Eröffnung des Dance-Festivals München
:Dauerhüpfen gegen die Schwere der Welt
Was bringt es, zu tanzen angesichts all der Katastrophen? Das Dance-Festival München liefert überzeugende Gründe dafür – zumindest am Eröffnungsabend in zwei konträren Stücken.
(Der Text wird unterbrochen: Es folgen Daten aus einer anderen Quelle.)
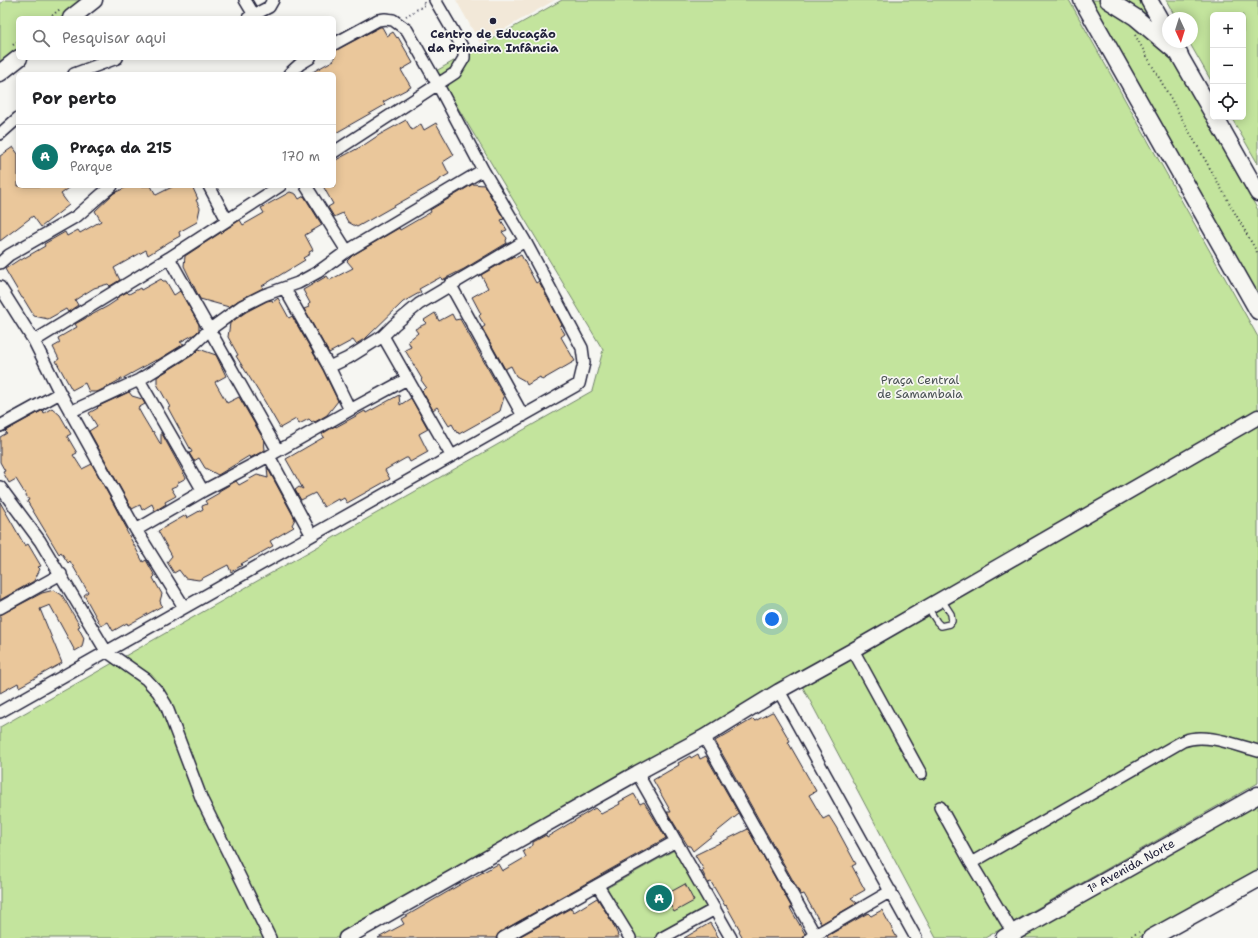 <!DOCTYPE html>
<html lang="pt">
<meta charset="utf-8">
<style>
:root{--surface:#fff;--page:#f2f2f2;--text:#202124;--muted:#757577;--line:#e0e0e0;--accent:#0f766e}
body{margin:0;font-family:"Shantell Sans",sans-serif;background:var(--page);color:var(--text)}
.controls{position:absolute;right:12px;top:12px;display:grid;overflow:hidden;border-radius:6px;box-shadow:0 2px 10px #0003}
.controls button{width:36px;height:36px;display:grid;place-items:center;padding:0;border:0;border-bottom:1px solid var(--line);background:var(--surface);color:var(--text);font:20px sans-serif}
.compass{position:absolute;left:1162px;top:12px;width:36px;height:36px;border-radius:50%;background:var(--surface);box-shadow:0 2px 10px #0003;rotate:176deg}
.you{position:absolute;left:772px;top:619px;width:14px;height:14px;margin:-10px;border:3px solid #fff;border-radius:50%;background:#1a73e8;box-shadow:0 0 0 6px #1a73e833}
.badge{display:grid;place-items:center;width:26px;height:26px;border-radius:50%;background:var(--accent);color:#fff;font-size:13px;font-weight:700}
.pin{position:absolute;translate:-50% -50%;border:2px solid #fff;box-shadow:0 1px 4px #0006}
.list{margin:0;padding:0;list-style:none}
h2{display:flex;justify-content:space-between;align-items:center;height:52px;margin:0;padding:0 16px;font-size:17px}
h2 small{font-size:13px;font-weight:400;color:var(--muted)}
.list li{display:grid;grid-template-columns:26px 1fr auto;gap:12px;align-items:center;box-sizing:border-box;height:64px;padding:0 16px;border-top:1px solid var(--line)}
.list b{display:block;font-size:15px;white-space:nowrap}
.list p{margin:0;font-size:13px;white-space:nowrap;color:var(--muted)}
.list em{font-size:13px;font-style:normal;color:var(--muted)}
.icon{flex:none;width:22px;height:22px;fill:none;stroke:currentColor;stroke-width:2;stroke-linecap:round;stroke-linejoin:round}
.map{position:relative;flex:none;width:1258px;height:938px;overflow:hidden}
.search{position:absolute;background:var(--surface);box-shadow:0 2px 10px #0003;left:16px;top:16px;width:320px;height:44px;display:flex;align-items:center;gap:10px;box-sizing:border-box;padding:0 14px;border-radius:6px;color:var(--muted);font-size:15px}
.panel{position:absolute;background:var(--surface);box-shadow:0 2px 10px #0003;left:16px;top:72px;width:320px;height:116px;border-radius:6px}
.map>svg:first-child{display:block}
</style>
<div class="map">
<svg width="1258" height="938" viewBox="0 0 1258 938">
<rect width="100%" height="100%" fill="#f6f6f2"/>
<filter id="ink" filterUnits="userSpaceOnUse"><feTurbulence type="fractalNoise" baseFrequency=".025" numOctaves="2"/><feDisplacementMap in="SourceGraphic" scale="8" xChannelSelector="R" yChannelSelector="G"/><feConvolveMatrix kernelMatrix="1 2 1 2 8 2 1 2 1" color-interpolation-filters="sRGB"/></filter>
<g filter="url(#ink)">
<path fill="#f2e8d8" d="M456,0H555L480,43Z"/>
<path fill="#c3e49d" stroke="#72836c" d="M5,0H90L67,18H18V55L0,69V4Z
M562,0H1069L1258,337V783L985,938H936L800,682L353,938H0V727L592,391L603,350L436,71Z
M1092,0H1139L1258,210V294Z
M1166,0H1258V164L1231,117H1243V15H1213V84L1189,42H1192V18H1176Z
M1258,802V871L1138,938H1020Z
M678,848L711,908L660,938H635L607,888Z"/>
<path fill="#eac79b" stroke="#22223b" d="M380,27H382L387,36L393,32L397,38L398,37L413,63L401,70L411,87L383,102L385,105L334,134V74H309L334,60V51Z
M406,120L412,130L421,124L424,130L436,123L454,155L443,162L449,174L440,179V180L357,227L348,222L343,213L334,217L328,207L333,204L323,186H334V161L364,145L379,135Z
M13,147L18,154V186H72L61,194L69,205L41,227L33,216L0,241V156Z
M473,184L484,185L504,219L501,220L507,230L502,232L507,238L506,241L507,243L464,269L442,280L441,277L419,289L421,292L403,302L366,338L356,344L353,340L329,353L304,309L309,307L308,305L310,303L303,290L327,276L330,280L353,268L347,261L353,255L399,228L400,230L431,212L430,210Z
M129,186H151L156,195L174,186H192L198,199L196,200L200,208L197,222L179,232L180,236L169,242L148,255L146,250L114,268L120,280L110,286L108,284L94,288L75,300L78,305L68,312L66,309L48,319L34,316L23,298H22L5,269L20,259L21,260L45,246L44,244L65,232L67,236L78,230L80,233L101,221L95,211L114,193Z
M290,192L296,194L299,199L304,196L322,225L305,235L313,250L309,252L310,254L303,258L305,260L262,286L263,288L239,300L229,307L200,299L184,266L185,256L240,220L243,225L264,213L261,208Z
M521,255L536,283L539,281L562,325L560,326L565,334L561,337L575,361L542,380L540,377L527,385L525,381L516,376L511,366L505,369L482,328L485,326L479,316L481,314L472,297L488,288L481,275L514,256L515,258Z
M161,279L163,281H166L174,295L180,291L199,324V330L195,334L180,342L184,344L156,361V360L107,387L97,392H89L85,383L72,390L56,361L59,359L53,347L60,343L58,338L77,327L75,324L108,306L117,300L116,298L127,292L129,294L140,288L141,290Z
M278,298L289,318L292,316L323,370L338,401L327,415L315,422L314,421L312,422L309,419L299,424L296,419L280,428L265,402L236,356L238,355L228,337L230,323L246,312L267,301L272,300L273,302Z
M435,313L439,321L452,314L455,320L460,319L504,397L500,411L459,434L458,432L457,433L452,424L449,426L437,407L433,410L422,391L426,387L421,380L422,379L405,350L411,347L408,341L418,333L415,329L427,323L424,320Z
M199,349L216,355L226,376L215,382L227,403L239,397L264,440L265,450L250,458L249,456L218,475L205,468L199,458L194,461L189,453L192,452L168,408L170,407L157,384V377L193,355Z
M129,392L132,396L142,399L145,404L138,408L143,417L152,432L153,431L161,445V432L186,478L177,483L178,485L171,488L176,496L165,502L166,504L155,511L152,504L142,510L140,505L132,509L89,431L97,426L89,413L98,408L97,407Z
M399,395L400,405L411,398L428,429L419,434L428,452L410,462L408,458H406L385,470L390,479L347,503L344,498L339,501L338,499L324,507L315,493L301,500L295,490L299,487L303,489L286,459L324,437L322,434L335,426L336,427L365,411L366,413Z
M52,408L60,415L71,434L67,436L77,453L73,455L82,469L92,464L127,529L126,530L143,562L146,560L155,576L153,578L162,594L160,601L162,606L128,625L127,623L113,631L108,622L101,626L84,595L88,592L70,561L68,563L61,552L59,554L27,501L29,500L16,479L9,483L3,472L5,471L0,462V437L7,433L5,431L43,410L44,413Z
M267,467L295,519L292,525L294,527L270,541L273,546L241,564L242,565L231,572L228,565L199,580L185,578L179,570L174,573L167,562L172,556L158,531L186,515L187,518L203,509L202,506L207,504L205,501L219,493V491L236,481L239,485L257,475L268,478Z
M0,502L25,546L28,544L41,566L38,567L40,569L34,581L0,600Z
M54,590L62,595L80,626L78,627L84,638L82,647L75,651L50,605L40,609L62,663L19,687L18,683L0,693V615L42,593Z
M772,712H773L790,741L788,742L816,791L809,795L823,819L829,816L836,827L856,864L852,866L865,890L851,898L857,903L821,924L804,894L801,895L715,741L753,719L755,721Z
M698,754L700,759L706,756L739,814L693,851L690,846H688L678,830L667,812H671L653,780L679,765L678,763L690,756L691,758Z
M634,794L640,804L644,802L666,838L500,932L496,938H378L404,924L401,919L461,884L498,864L502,871L526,857L523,851L533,845V842L537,840L546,835L547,837L595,808L601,814L620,804L619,802Z
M748,829L792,908H790L805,934L803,938H743L739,931L740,930L726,905L725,906L711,882L708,883L702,871L704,870L695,855Z
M685,884L694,901L674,912L665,895Z
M597,898L612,922L618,935H617L619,938H517L571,908L574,912Z
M882,910L897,938H828L827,936L868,913L871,916Z
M710,923L719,938H684Z"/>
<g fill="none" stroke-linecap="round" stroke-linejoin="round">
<g stroke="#22223b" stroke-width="8">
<path id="service" d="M928,608L937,622L941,626L950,624L952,621L951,614L942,600"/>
</g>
<g stroke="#22223b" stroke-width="14">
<path id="minor" d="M245,0L254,15
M248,18L269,7L273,0
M74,74L117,58
M289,74L300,64L310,58
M0,134L18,118
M334,152L455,73L464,58V50L435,0
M209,186L227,220
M306,186L347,251
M169,258L278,451
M0,263L9,255L77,216L102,194L112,186
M450,284L523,416
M0,287L34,341L60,393L136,530L184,607
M285,289L329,367L350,410
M383,336L451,455
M34,341L169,258L280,186
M329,367L348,358L383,336L394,325L419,304L525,241
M139,380L203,491
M70,412L139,380L189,349L209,330L242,306L264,295L298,283L318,272L347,251L483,170
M0,426L60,393
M269,456L311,534
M0,487L40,541L106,651L146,679L158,692L166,705L202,800L270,938
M136,530L203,491L269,456L350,410L407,379
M0,608L61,574
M853,650L921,774
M779,691L916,938
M0,712L579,384L584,363L582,348L525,241L483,170L438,85L407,30L393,20L385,19L378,20L334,44
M704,737L815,935
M637,773L731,938
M940,807L971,863
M598,886L630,938
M1013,933L971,863L1183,741C1205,732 1235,745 1258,751
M503,938L676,841
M662,938L715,909
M810,938L891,891"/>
</g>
<g stroke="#22223b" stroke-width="17">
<path id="tertiary" d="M346,938L637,773L704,737L779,691L853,650L1258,417"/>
</g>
<g stroke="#22223b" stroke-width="19">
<path id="secondary" d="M1082,0L1258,311
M1108,0L1135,17L1180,55
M1149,0L1168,34
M71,18L94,0
M1174,46L1213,114
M0,73L19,58
M1215,117L1258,193
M1004,938L1258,795
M1151,938L1258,879"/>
</g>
<path stroke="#22223b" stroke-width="2" stroke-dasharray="1 3" stroke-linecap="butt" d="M406,16L425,5L422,0
M49,18L60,9
M1135,35L1258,254
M13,45L18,41
M1128,938L1139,932"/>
<use href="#service" stroke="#f6f6f2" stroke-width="5.5"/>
<use href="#minor" stroke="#f6f6f2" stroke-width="11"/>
<use href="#tertiary" stroke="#f6f6f2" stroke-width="14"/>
<use href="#secondary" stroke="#f6f6f2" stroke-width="16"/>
</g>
</g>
<circle fill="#22223b" stroke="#f6f6f2" stroke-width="1.5" cx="493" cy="21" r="4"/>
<g text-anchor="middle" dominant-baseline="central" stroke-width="3.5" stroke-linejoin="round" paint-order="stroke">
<g font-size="12" font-weight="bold" fill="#22223b" stroke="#f6f6f2">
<text x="493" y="34">Centro de Educação<tspan x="493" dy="14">da Primeira Infância</tspan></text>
</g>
<g font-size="12" fill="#4a5254" stroke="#f6f6f2">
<text x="920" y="380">Praça Central<tspan x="920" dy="14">de Samambaia</tspan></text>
</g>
<g font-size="12" fill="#22223b" stroke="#f6f6f2">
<text transform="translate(1131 866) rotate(-29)">1ᵃ Avenida Norte</text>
</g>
</g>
</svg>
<div class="controls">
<button>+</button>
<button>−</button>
<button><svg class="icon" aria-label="locate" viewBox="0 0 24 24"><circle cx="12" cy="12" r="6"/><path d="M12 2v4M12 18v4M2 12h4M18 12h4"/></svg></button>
</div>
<svg class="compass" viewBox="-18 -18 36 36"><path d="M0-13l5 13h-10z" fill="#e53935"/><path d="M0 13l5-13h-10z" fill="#757577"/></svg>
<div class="you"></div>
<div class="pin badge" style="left:659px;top:898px">A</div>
<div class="search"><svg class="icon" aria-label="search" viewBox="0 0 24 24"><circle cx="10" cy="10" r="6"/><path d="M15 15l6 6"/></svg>Pesquisar aqui</div>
<section class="panel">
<h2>Por perto<small></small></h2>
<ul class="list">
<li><span class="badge">A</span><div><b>Praça da 215</b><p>Parque</p></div><em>170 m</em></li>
</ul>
</section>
</div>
Das Gehirn liebt Wiederholungen und liebt es gleichzeitig, wenn darin kleine Abweichungen und Variationen auftauchen. Steve Reich lässt seine musikalischen Phrasen endlos wiederholen, verschiebt sie aber gegeneinander, was wirr und gleichzeitig vertraut ist. Keersmaeker macht mit ihren Bewegungsmustern dasselbe. Diese Phasenverschiebungen ziehen sich mal synchron zur Musik, mal gegenläufig durch das Stück. Allein der mentale Kraftakt der beiden Tänzerinnen Yuika Hashimoto und Laura Maria Poletti, dabei nicht die Orientierung zu verlieren, ist so beeindruckend und virtuos wie eine klassische Variation.
Wirkt das Stück gegenwärtig? Nein. Heute funktioniert Tanz anders, wenn er gegenwärtig sein will. Gebrochener, agitativer, politischer und poppiger. „Fase“ aber hat etwas Überzeitliches. Hat eine grundlegende, tief befriedigende ästhetische Schönheit, abseits von Style.